======== EXCERPTED DATA

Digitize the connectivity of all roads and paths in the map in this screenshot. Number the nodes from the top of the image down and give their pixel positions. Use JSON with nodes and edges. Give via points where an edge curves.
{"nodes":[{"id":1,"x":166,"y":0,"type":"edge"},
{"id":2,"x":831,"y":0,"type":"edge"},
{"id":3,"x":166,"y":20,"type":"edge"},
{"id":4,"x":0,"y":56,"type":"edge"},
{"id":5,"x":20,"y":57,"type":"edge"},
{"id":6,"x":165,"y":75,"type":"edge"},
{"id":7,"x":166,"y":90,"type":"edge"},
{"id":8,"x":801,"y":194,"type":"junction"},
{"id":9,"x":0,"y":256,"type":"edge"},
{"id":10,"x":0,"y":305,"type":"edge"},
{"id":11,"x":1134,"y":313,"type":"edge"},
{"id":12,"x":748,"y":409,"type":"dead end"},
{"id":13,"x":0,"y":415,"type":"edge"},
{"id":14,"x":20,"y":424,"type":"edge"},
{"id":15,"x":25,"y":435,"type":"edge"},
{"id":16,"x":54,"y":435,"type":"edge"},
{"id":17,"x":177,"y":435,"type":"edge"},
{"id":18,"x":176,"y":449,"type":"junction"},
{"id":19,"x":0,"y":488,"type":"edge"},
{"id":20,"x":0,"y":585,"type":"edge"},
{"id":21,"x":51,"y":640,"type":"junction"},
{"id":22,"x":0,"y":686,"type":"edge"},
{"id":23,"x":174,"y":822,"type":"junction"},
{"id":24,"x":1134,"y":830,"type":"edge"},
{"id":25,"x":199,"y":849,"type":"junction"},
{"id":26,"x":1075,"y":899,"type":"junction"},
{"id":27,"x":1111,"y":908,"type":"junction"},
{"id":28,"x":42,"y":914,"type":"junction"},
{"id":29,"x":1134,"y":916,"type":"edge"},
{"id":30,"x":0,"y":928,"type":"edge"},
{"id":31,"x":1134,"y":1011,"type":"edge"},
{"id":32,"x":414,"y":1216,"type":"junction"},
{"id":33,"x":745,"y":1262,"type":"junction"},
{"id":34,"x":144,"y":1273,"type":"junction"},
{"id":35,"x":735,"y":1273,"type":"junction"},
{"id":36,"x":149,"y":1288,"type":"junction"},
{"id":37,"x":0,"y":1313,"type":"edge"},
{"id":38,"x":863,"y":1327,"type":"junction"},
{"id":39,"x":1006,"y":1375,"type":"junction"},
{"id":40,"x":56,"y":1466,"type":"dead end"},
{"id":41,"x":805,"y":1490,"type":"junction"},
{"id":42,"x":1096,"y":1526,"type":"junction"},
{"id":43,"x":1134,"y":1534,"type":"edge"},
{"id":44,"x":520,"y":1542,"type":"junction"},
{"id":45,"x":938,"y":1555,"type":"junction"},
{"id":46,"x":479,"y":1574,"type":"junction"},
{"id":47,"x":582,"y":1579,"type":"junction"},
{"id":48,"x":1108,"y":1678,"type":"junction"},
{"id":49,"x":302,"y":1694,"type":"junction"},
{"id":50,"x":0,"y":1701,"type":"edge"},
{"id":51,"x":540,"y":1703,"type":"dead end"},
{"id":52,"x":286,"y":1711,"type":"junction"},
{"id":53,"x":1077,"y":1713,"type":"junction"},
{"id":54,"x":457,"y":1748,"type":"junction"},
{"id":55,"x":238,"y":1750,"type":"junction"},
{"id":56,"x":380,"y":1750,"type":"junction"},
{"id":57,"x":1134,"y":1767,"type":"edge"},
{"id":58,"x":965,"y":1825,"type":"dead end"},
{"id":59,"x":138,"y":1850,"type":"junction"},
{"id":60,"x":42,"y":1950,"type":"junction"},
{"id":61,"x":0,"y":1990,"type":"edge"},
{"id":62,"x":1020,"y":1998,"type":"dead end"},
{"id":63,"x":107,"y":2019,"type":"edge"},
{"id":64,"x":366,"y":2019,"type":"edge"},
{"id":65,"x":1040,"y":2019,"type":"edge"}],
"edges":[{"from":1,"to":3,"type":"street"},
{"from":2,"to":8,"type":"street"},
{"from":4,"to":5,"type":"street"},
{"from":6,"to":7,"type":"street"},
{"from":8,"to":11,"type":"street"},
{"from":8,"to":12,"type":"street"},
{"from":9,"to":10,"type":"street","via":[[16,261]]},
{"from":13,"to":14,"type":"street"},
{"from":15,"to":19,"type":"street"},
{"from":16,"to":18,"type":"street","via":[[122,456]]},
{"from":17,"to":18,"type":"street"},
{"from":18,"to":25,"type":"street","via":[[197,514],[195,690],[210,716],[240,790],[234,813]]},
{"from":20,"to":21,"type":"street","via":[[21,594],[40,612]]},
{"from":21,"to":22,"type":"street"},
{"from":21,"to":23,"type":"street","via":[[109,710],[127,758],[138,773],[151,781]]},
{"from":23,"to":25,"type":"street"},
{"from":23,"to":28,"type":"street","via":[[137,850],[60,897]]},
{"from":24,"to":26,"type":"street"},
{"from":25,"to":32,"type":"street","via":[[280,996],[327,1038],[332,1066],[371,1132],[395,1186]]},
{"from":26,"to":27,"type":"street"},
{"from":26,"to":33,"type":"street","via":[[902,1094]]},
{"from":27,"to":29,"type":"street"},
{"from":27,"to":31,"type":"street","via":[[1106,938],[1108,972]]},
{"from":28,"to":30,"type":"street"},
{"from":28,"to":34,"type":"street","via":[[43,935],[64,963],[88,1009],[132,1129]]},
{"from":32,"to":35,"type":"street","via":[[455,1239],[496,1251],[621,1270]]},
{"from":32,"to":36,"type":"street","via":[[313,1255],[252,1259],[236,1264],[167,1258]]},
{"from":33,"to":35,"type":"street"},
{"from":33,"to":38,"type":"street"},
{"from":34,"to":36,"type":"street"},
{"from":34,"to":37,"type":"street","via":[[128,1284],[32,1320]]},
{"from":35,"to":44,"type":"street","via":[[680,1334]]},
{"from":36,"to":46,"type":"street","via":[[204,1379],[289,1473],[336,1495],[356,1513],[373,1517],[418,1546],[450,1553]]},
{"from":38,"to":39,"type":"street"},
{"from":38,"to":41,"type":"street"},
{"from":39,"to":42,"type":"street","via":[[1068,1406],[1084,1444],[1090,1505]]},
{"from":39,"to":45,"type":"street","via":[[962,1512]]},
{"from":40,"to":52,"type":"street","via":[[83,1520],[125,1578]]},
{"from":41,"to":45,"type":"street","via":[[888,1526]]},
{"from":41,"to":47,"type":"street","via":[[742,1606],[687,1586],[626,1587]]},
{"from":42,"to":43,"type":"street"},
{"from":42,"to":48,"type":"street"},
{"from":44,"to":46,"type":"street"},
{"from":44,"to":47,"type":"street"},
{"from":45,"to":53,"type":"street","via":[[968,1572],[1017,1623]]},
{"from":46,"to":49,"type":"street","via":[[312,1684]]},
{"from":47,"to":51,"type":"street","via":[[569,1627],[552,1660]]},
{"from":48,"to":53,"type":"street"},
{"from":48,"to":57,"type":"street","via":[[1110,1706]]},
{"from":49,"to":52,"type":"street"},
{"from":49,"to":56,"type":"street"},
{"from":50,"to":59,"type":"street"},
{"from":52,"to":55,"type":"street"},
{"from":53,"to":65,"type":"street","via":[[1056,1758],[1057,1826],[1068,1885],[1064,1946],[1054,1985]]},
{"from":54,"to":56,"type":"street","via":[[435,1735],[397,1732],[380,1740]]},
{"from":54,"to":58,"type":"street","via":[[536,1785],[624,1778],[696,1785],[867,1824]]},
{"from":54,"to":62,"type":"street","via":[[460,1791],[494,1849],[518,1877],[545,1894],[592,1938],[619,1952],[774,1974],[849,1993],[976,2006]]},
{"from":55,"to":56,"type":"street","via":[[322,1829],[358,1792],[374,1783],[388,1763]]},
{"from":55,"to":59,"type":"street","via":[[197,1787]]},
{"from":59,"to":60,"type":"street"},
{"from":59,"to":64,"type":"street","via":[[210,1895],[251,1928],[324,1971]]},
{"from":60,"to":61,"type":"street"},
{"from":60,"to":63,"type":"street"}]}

================

- **WHAT YOU WILL DO**: Every line above in which the word "dead" occurs needs to be copied.

- **RESULT**:
{"id":12,"x":748,"y":409,"type":"dead end"},
{"id":40,"x":56,"y":1466,"type":"dead end"},
{"id":51,"x":540,"y":1703,"type":"dead end"},
{"id":58,"x":965,"y":1825,"type":"dead end"},
{"id":62,"x":1020,"y":1998,"type":"dead end"},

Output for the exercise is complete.